抑癌基因ZHX2調控肝癌細胞中DNMT3B表達的分子機制研究

ZHX2是一個具有鋅指結構和同源框的轉錄抑制因子，具有抑癌基因活性。過表達ZHX2的肝癌細胞基因晶片和ChIP-on-chip結果提示：ZHX2能夠調控表觀修飾基因DNMT3B的轉錄表達。DNMT3B在多種惡性腫瘤，包括肝細胞肝癌（HCC）中異常高表達。目前已開發出針對DNA甲基轉移酶（DNMT）的化療藥物用於血液腫瘤疾病的臨床治療，但這些化學藥物對於包括HCC在內的實體瘤的治療效果有限。本課題在前期結果的基礎上，首先通過瞬時轉染技術在肝癌細胞模型中進一步明確ZHX2對DNMT3B的表達調控作用。進而研究ZHX2抑制DNMT3B表達後是否影響腫瘤抑制基因啟動子區域的甲基化水平。最後從尋找順式作用元件和探討ZHX2的反式作用功能域兩個角度深入探討肝癌細胞中ZHX2調控DNMT3B表達的分子機制，為開發針對DNMT的生物製劑用於HCC的臨床治療提供理論依據。

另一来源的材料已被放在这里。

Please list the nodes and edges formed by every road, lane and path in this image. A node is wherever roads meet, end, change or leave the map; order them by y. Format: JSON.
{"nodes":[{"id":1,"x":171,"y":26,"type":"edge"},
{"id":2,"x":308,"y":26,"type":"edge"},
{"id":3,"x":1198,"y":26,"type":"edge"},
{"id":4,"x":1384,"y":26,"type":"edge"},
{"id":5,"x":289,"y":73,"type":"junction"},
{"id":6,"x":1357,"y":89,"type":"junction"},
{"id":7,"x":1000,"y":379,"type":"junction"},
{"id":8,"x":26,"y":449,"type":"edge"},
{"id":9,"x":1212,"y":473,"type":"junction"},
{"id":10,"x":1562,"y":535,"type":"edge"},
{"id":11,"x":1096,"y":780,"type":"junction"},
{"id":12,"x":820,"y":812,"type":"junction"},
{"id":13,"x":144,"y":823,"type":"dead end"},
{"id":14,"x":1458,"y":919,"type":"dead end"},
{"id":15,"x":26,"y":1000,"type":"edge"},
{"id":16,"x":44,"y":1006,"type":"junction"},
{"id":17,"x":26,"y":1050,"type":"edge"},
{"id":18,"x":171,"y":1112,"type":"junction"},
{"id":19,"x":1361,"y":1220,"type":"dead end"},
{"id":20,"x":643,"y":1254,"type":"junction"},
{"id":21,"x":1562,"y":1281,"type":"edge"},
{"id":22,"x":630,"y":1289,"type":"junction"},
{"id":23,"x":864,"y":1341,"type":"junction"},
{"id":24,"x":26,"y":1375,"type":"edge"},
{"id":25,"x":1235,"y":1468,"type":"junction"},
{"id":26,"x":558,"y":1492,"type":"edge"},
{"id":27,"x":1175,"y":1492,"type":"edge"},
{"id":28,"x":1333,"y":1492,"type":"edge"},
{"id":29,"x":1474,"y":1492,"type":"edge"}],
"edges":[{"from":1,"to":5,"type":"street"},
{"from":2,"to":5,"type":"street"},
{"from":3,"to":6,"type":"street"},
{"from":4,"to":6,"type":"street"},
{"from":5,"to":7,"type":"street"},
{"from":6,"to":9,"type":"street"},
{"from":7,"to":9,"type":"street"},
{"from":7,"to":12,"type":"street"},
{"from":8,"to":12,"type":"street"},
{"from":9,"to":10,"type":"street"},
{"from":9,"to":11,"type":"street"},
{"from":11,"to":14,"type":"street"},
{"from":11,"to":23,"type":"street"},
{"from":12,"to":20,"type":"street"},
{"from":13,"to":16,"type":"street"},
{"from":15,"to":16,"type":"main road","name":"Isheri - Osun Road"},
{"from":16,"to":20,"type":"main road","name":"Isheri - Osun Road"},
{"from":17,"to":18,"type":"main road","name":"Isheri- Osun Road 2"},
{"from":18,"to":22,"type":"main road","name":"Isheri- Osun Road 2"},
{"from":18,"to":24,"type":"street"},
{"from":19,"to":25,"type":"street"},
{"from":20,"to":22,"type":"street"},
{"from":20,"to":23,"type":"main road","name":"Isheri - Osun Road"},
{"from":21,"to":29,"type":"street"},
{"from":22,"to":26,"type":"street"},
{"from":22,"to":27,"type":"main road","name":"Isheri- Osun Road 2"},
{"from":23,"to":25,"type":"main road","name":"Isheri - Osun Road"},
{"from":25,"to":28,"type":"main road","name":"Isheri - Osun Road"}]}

ZHX2是一個具有鋅指結構的同源框的轉錄抑制因子，具有抑癌基因活性。細胞表觀遺傳調控機制的紊亂在腫瘤的發生和發展中起到關鍵作用，包括DNA異常甲基化。目前已開發出針對DNA甲基轉移酶（DNMTs）的化療藥物用於血液腫瘤疾病的臨床治療，但這些化學藥物對保護HCC在內的實體瘤的治療效果有限。本研究利用肝癌細胞系遺傳操作ZHX2，證實過表達或干擾ZHX2能夠下調或上調DNMT3B蛋白和mRNA表達水平，並且在臨床肝癌組織中免疫組化檢測DNMT3B和ZHX2的表達狀況，結果顯示DNMT3B在肝癌組織中的表達強度顯著高於癌旁組織中，跟腫瘤組織大小和腫瘤TNM分期沒有明顯相關性，但與腫瘤組織中ZHX2的表達負相關。為了探討ZHX2調控DNMT3B表達的分子機制，我們克隆得到DNMT3B啟動子片段（-1028～+198）和短片段（-400～+50），利用雙螢光素酶基因報告系統證實ZHX2過表達均能抑制其活性。ChIP-PCR也證實ZHX2與DNMT3B啟動子區域結合。對免疫沉澱下來的蛋白進行質譜分析，初步確定蛋白ASAP2和POTEE可能參與ZHX2轉錄抑制複合物組成。從而明確ZHX2蛋白結合到DNMT3B啟動子區抑制其轉錄表達，暗示ZHX2可以用於靶向DNMT3B的基因治療。然而ZHX2編碼區全長為2314bp，直接操作ZHX2基因全長實現基因的高效、靶向性表達是非常困難的。因此本課題通過構建ZHX2蛋白基序片段，結合雙螢光素酶啟動子活性檢測系統，確定ZHX2(242～338aa-NLS)和ZHX2(339～446aa)片段能夠分別高效抑制DNMT3B表達，更具有用於靶向DNMTs的基因治療的開發潛能。對肝癌細胞基因組上5-mC的檢測結果顯示，過表達ZHX2並不能影響總體5-mC水平。RRBS對肝癌細胞基因組內啟動子及CpG島區域的甲基化狀況進行分析，結果顯示與5-mC檢測結果一致，ZHX2過表達組與對照組中C位點的甲基化水平相近；mCG、mCHG和mCHH三種鹼基類型是mC的主要組成部分，兩組中mCG均是主要的甲基化胞嘧啶類型；共發現130個差異性甲基化區域（DMR），這130個DMR共指向75個基因。綜上，課題實施明確了ZHX2對DNMT3B基因表達的負調控作用，並初步揭示了ZHX2轉錄抑制作用機制，為開發針對DNA甲基轉移酶的生物製劑用於HCC的個體化臨床治療提供新思路。